Will Frazer made a bundle on Wall Street, then retired early to Florida, where he soon grew bored. He found new purpose at a local public high school, where he has built the Buchholz Math Team into the best competitive mathematics program in the country.

Frazer’s teams, from an otherwise average school, have won 13 of the last 14 national math competitions sponsored by Mu Alpha Theta, the honor society for mathematics students. Cohen visited a bustling summertime practice session and observed a range of reasons for the success. Frazer has a talent for team-building and a highly creative approach to the math curriculum.
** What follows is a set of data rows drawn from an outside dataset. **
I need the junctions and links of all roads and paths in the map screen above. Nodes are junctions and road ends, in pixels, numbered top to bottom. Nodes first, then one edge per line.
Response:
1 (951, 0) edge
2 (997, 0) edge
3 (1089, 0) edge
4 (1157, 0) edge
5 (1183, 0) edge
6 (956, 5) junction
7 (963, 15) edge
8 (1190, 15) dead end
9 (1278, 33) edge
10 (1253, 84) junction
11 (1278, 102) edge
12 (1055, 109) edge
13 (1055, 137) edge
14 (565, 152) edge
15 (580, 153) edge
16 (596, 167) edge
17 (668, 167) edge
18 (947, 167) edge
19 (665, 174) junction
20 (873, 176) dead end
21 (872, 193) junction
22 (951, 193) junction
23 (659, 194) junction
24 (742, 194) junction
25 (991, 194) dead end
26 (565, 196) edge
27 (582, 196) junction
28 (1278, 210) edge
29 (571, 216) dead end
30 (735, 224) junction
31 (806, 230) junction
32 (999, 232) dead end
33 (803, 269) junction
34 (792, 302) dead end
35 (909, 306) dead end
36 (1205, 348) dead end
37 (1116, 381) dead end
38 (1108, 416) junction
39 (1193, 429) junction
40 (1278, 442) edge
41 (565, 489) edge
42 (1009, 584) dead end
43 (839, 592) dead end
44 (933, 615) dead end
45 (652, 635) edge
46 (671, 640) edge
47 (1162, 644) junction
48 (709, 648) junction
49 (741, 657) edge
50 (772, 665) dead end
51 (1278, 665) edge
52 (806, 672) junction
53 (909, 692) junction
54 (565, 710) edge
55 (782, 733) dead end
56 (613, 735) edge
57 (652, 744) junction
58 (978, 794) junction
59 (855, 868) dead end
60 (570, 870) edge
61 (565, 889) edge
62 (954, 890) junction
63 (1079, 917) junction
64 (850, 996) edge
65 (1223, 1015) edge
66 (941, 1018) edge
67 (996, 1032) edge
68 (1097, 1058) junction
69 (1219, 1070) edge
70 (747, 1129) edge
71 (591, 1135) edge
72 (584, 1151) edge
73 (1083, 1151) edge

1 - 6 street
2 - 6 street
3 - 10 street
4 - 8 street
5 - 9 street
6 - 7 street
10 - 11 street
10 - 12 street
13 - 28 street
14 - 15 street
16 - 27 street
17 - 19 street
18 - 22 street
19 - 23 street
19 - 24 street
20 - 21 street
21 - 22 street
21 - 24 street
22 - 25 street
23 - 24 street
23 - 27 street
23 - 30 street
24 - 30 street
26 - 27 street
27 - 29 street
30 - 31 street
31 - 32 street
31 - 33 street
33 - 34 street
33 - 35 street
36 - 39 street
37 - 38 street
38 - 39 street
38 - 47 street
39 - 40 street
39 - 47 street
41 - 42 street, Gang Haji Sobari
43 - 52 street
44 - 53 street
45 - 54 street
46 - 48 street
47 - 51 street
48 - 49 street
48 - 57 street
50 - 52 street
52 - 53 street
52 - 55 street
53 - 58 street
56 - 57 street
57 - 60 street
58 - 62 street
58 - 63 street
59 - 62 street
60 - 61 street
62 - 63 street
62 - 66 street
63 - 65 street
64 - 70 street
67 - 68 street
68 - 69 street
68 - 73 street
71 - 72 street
But another key to the Buchholz dynasty jumped out at me as I read the report.

Frazer “believes the pipeline for the high school’s math team must begin long before students reach high school,” Cohen wrote, so he “searches for prospects in elementary school and steers them to accelerated math classes in middle school.” At that stage, the students begin to encounter stars of the high school team as teachers and tutors, and to envision possibilities for themselves.

Early identification and cultivation of talent is nothing new to the U.S. education system, as Frazer himself suggested when he said to Cohen: “You wouldn’t grab a kid in ninth grade who’s never played football and expect him to be a great high-school football player. For most of these kids, this is their football.” The United States is extremely good at finding athletic promise in children and developing that talent for college programs and beyond.

Math coach Frazer is proof that the same approach can work with academically talented children. And judging from photos of the Buchholz team, math talent comes in every race and color. (Speaking of which, maybe you’ve heard that the engineer who finally got the breathtakingly complex Webb Space Telescope off the ground and into the heavens is the African American son of Virginia sharecroppers.)

From a young age, children of color in the United States are directed toward careers in sports and entertainment, but those whose talents are academic don’t necessarily receive the same early encouragement and guidance. If they did, the question of diversity in higher education might simply melt away.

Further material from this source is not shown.